A: The findings that you are describing are well documented; however, it is not clear if these changes are the cause of the hair loss or are the result of having lost one’s hair. Most likely, the DHT causes the hair follicles to miniaturize and eventually disappear. This, in turn, causes the scalp to thin and lose its abundant blood supply (whose purpose is to nourish the follicles). The changes in the scalp are also affected by normal aging, which causes alterations in connective tissue including the breakdown of collagen and other components of the skin. The changes seen with aging are greatly accelerated by chronic sun exposure.

Fortunately, even with long-standing baldness there is still enough blood supply to support a hair transplant, although there are some limitations. One should perform a hair transplant with a lower density of grafts when patients have thin, bald fibrotic scalps since the blood supply is diminished.
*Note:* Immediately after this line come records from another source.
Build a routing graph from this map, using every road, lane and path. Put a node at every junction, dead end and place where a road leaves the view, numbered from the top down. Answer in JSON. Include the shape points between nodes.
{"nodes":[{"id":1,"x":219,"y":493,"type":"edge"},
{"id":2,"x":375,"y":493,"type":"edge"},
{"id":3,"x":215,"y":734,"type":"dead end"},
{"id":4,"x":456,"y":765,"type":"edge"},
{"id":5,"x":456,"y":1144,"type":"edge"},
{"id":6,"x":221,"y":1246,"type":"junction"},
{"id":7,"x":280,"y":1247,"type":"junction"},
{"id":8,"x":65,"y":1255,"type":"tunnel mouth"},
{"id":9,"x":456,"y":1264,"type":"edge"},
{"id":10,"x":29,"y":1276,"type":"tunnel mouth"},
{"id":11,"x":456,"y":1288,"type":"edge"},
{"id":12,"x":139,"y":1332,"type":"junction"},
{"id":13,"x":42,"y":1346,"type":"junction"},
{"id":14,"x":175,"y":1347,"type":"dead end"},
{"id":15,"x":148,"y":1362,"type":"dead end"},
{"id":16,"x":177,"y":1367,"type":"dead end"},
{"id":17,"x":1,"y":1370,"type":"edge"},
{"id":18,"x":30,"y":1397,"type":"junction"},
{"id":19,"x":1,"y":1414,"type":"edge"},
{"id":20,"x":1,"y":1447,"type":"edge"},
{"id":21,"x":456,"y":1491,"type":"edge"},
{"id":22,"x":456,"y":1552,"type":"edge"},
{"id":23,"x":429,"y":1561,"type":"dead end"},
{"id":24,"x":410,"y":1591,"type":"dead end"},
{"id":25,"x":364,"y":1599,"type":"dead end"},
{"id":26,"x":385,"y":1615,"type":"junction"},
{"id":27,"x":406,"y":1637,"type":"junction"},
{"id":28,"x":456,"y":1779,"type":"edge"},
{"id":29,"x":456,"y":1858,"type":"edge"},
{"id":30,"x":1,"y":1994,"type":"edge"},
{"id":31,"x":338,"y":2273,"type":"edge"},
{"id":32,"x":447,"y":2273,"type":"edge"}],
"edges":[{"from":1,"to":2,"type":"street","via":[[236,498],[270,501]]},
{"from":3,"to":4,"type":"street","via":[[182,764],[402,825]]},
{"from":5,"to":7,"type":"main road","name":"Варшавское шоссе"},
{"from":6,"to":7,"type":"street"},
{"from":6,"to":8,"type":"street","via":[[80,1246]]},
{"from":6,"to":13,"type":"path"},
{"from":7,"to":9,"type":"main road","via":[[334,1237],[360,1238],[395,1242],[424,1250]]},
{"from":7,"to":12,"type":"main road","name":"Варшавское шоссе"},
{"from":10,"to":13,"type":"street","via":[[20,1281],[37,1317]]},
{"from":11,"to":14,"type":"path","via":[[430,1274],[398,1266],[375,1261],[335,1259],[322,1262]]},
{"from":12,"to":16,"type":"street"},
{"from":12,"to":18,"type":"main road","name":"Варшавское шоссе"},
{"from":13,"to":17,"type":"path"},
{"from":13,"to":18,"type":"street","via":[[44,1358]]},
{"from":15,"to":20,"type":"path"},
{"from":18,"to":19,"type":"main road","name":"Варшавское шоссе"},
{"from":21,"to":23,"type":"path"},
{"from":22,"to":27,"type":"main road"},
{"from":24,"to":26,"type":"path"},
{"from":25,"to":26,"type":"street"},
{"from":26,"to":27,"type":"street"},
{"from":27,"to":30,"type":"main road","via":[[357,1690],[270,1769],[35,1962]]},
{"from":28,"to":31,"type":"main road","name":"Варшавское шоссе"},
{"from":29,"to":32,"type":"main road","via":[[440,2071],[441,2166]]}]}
The most important factor, however, is photo change. The sun dramatically alters the connective tissue making the grafts less secure in their sites and alters the vasculature, (blood vessels) decreasing tissue perfusion (blood flow to the tissues). When there is bald atrophic, sun damaged scalp, I generally perform two hair transplant sessions of lower density (in place of one) spaced at least a year apart to give time for the scalp to heal and blood flow to increase in the area.

I often have the patient treated with topical 5-flurouracil before the surgery to improve the quality of the skin and to treat or prevent pre-cancerous growths from the sun.